New evidence in favor of proxy access?

CFA Institute, finding proxy access could potentially enhance board performance and raise overall US market capitalization, suggests SEC revisit a rule

Much like say on pay and majority voting proposals, CFA Institute expects proxy access would also motivate increased engagement between companies and their shareholders – if it ever gets a chance, that is.
 
In August 2010, when the SEC passed a proxy access rule (Rule 14a-11), US shareholders believed the opportunity to place their own director nominees on a company’s proxy ballot was imminent. But when the rule was struck down by the DC Circuit Court in July 2011, partly on the grounds that the SEC had not adequately assessed the economic effects of the proposed rule, the SEC did not appeal the decision and proxy access largely disappeared from the picture.
 
Now CFA Institute has released a report entitled ‘Proxy access in the United States: revisiting the proposed SEC rule’. It examines the costs and benefits of proxy access based on its limited use in markets such as Canada, the UK and Australia, and in a small number of US examples following the SEC’s amendment to Rule 14a-8 in September 2011. That rule enables eligible shareholders to submit for inclusion in a company’s proxy materials proposals that facilitate proxy access on a company-by-company basis. The report summarizes the findings of five academic event studies that provide a before-and-after comparison of stock prices with respect to regulation. CFA Institute finds that:
 
• Limited examples of proxy access and director nominations globally, coupled with the limited availability of corresponding market impact data, challenge whether a more detailed cost-benefit analysis is possible in the context of the court’s decision
• The results of event studies suggest proxy access has the potential to enhance board performance and raise overall US market capitalization by between $3.5 billion and $140.3 billion
• Assessing and measuring increased board accountability and effectiveness is challenging. None of the event studies indicate that proxy access reform will hinder board performance
• Proxy access is used infrequently around the world, even where low thresholds for ownership and duration of ownership exist. Evidence in these markets suggests proxy access has not disrupted the election process in jurisdictions that allow it
• There is limited evidence to suggest that special interest groups can use proxy access to hijack the election process or to pursue special interest agendas.
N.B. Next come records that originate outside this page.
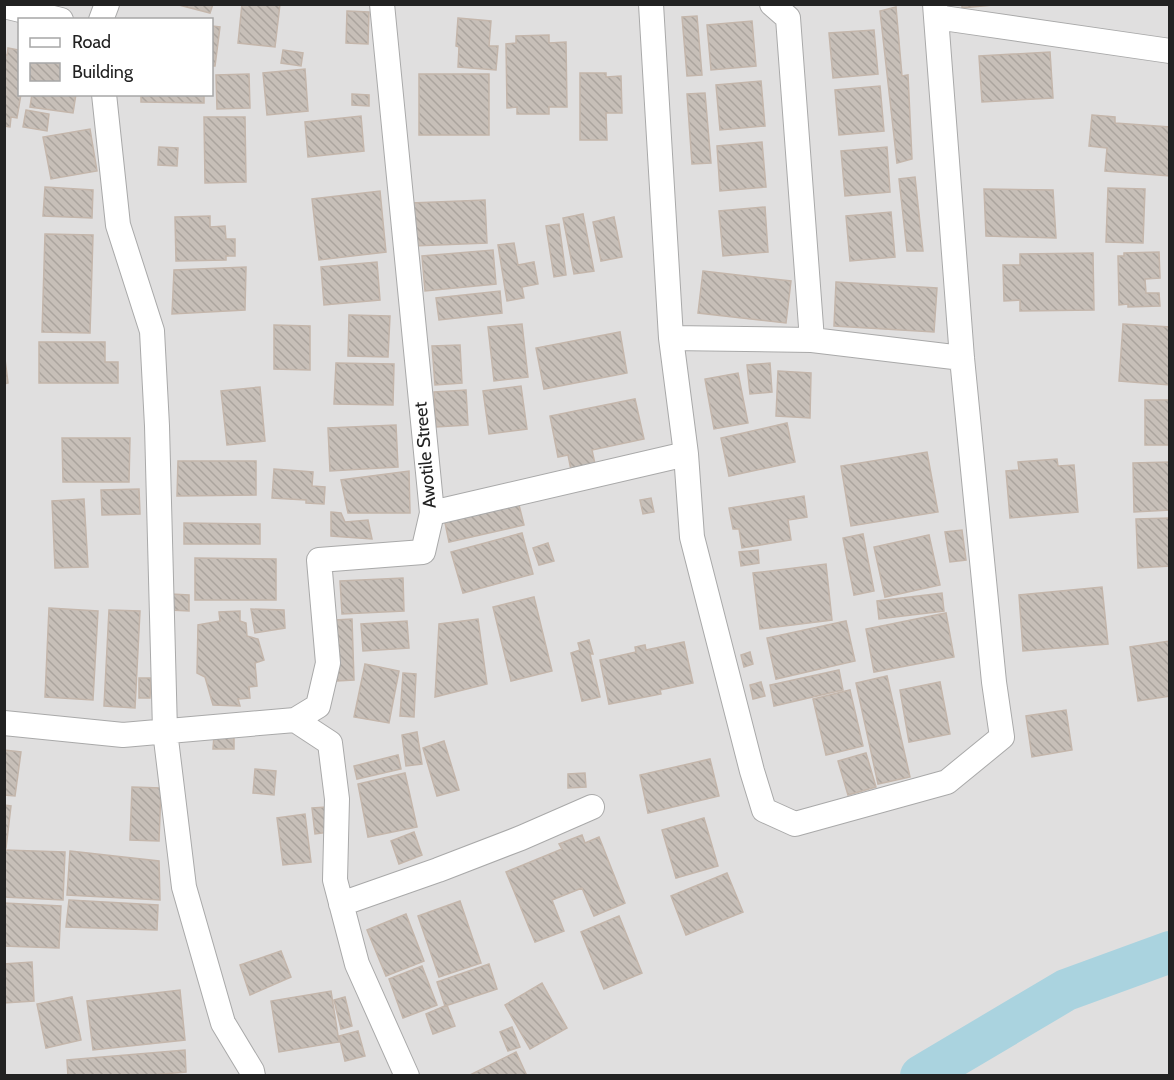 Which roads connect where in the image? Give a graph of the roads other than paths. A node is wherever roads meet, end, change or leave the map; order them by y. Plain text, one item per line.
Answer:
1 (382, 4) edge
2 (651, 4) edge
3 (772, 4) edge
4 (4, 6) edge
5 (935, 11) edge
6 (53, 18) edge
7 (1170, 51) edge
8 (104, 96) edge
9 (670, 338) junction
10 (812, 340) junction
11 (962, 358) junction
12 (686, 454) junction
13 (432, 513) junction
14 (295, 720) junction
15 (4, 723) edge
16 (165, 731) junction
17 (592, 807) dead end
18 (341, 904) junction
19 (253, 1076) edge
20 (407, 1076) edge

1 - 13 street, Awotile Street
2 - 9 street
3 - 10 street
4 - 6 street
5 - 7 street
5 - 11 street
8 - 16 street
9 - 10 street
9 - 12 street
10 - 11 street
11 - 12 street
12 - 13 street
13 - 14 street, Awotile Street
14 - 16 street
14 - 18 street
15 - 16 street
16 - 19 street
17 - 18 street
18 - 20 street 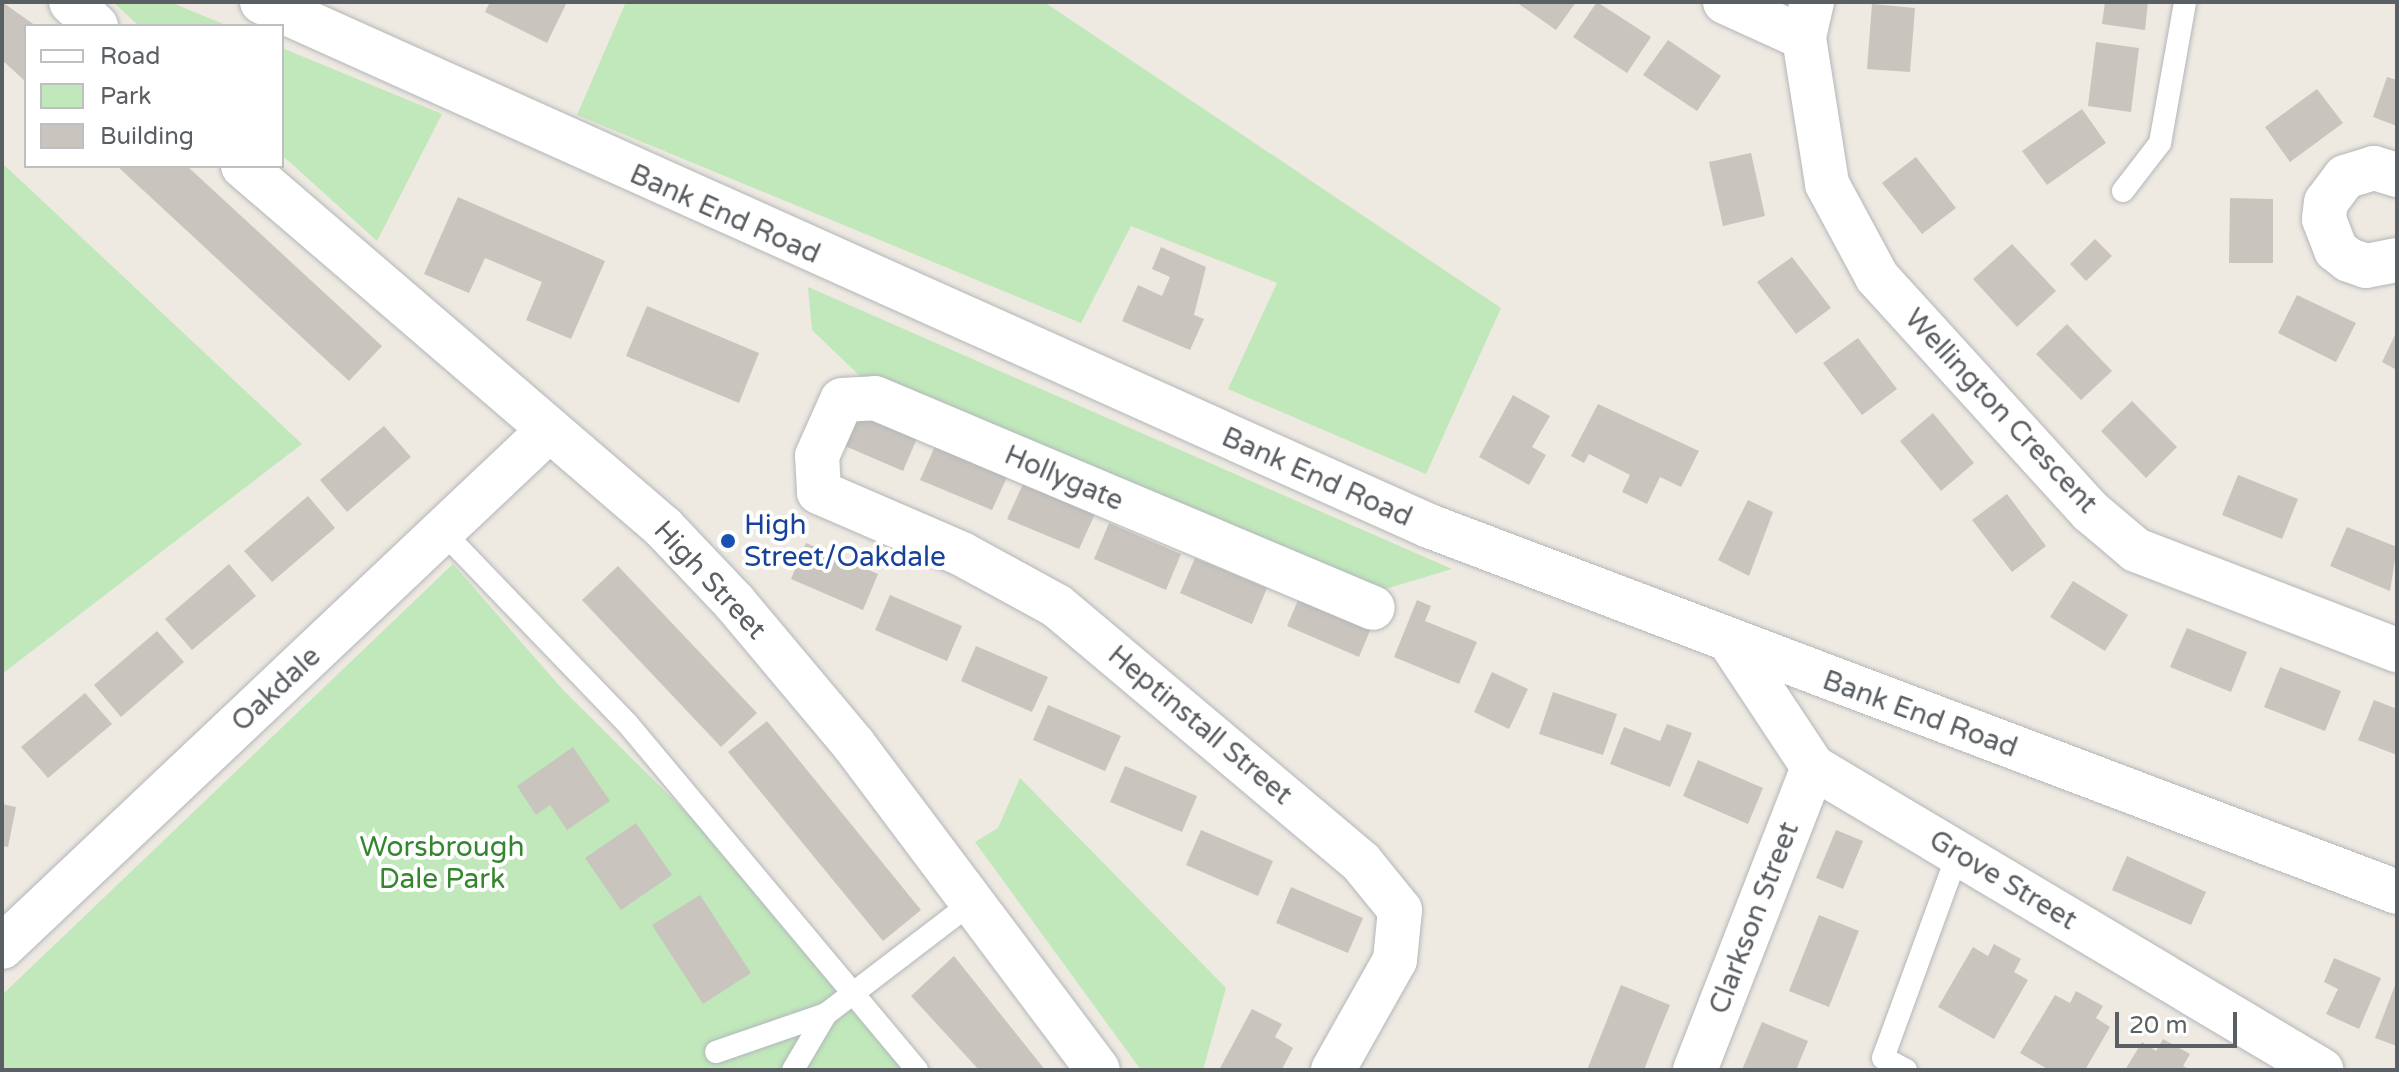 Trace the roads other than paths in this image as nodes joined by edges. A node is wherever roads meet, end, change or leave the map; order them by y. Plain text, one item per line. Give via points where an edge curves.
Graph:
1 (71, 2) edge
2 (262, 2) edge
3 (1725, 2) edge
4 (2185, 2) edge
5 (1808, 20) edge
6 (94, 24) edge
7 (245, 168) edge
8 (2397, 175) edge
9 (2123, 191) dead end
10 (2397, 260) edge
11 (549, 430) junction
12 (819, 492) joint
13 (443, 532) junction
14 (1373, 608) dead end
15 (1731, 643) junction
16 (2397, 650) edge
17 (1813, 767) junction
18 (1958, 853) junction
19 (2397, 892) edge
20 (974, 901) junction
21 (2, 947) edge
22 (853, 996) junction
23 (826, 1014) junction
24 (716, 1052) dead end
25 (1881, 1064) edge
26 (793, 1070) edge
27 (917, 1070) edge
28 (1098, 1070) edge
29 (1333, 1070) edge
30 (1695, 1070) edge
31 (1906, 1070) edge
32 (2321, 1070) edge

1 - 6 street
2 - 15 street, Bank End Road via 1429,526
3 - 5 street
4 - 9 lane via 2160,143
5 - 16 street, Wellington Crescent via 1827,184 1846,229 1877,277 2091,512 2136,550
7 - 11 street, High Street
8 - 10 street via 2374,168 2345,177 2326,202 2324,219 2336,250 2349,260 2366,266
11 - 13 street, Oakdale
11 - 20 street, High Street via 663,527 735,603
12 - 14 street, Hollygate via 817,456 842,400 875,398
12 - 29 street, Heptinstall Street via 962,554 1057,606 1361,862 1400,910 1395,960
13 - 21 street, Oakdale
13 - 22 lane via 627,723
15 - 17 street, Grove Street
15 - 19 street, Bank End Road
17 - 18 street, Grove Street
17 - 30 street, Clarkson Street
18 - 25 lane
18 - 32 street, Grove Street
20 - 22 lane
20 - 28 street, High Street
22 - 23 lane
22 - 27 lane
23 - 24 lane
23 - 26 lane
25 - 31 lane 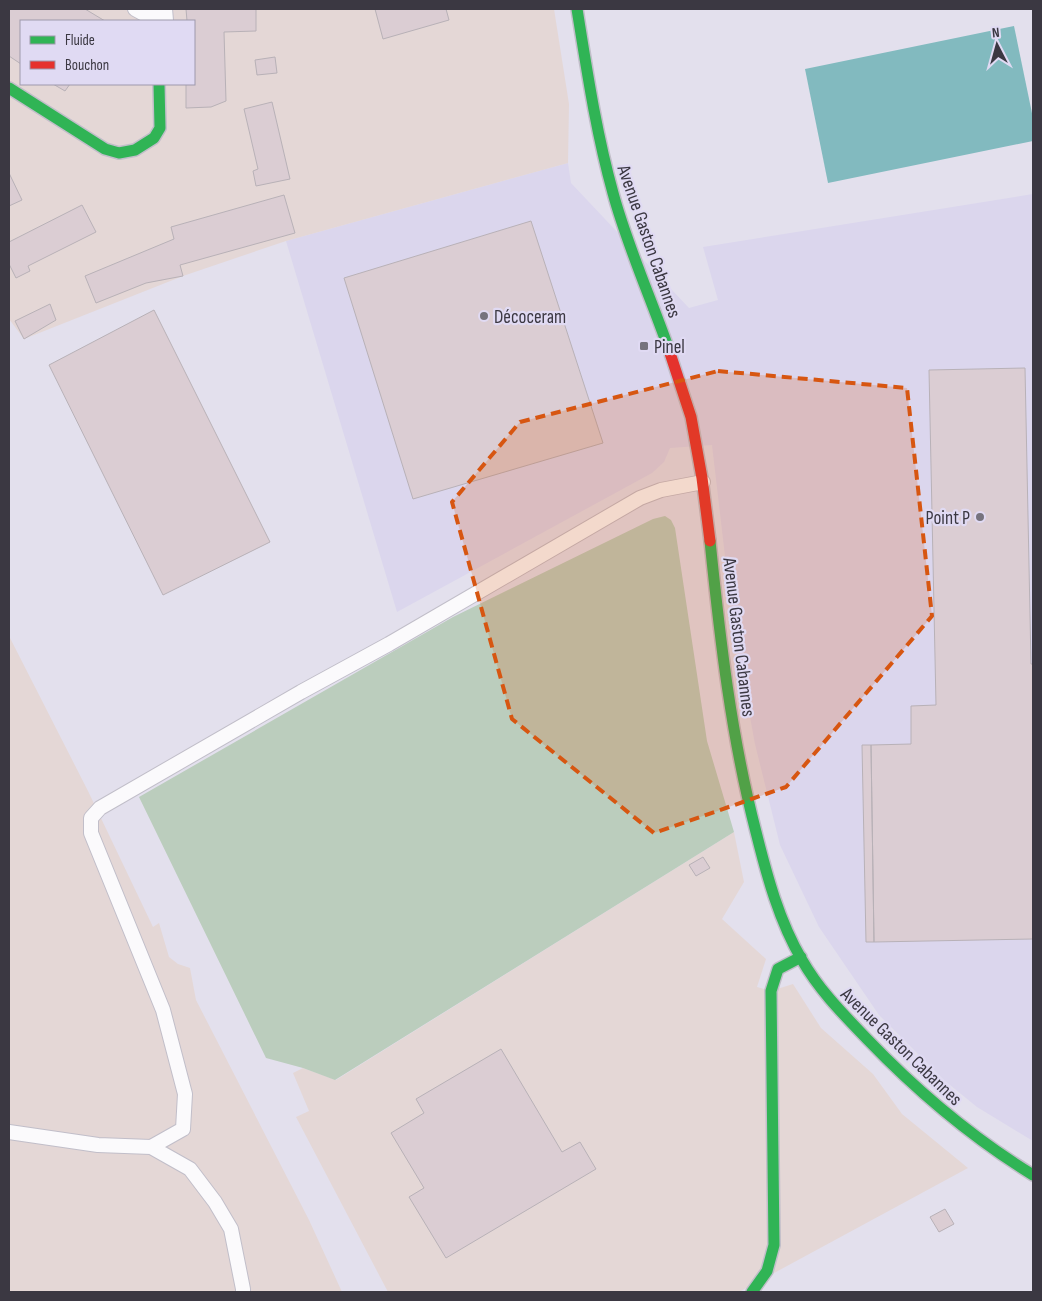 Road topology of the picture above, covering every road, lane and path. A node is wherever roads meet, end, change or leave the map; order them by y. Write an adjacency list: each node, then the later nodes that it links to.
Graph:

The court decision drew criticism from some investors, who argued that it’s impossible ‘to do a thorough cost-benefit analysis because you’re asking us to compare it to something that doesn’t exist,’ according to Matt Orsagh, director of capital markets policy at CFA Institute. The irony of the DC Circuit Court prohibiting proxy access is that ‘in the months leading up to that the markets had taken for granted that it was going to exist and so priced it in. Then when it’s taken away, the markets price it out and have to adjust, and that gives you an event study.’ Not an optimal way, Orsagh concedes, to conduct a cost-benefit analysis.

Proxy access isn’t a good format for special interest groups to gain entry onto boards as it restricts shareholder nominations to just 25 percent of the board’s seats in any one year and requires ownership of at least 3 percent of the company’s shares for at least three years. ‘Folks who want to have a quicker impact are still going to do their full slates and short slates,’ says Orsagh. ‘It’s most likely going to be a more long-term pension fund type investor’ who would use it.

CFA Institute hopes the report will help convince the SEC to revisit a proxy access rule. Orsagh asserts the risk of dissident directors being nominated for up to one quarter of board seats would induce boards to sit down and negotiate with shareowners to iron out any issues. ‘No director and no board wants to be embarrassed by not getting 50 percent of the vote, so they’re all motivated more to talk to shareowners, whatever the issue is,’ he says.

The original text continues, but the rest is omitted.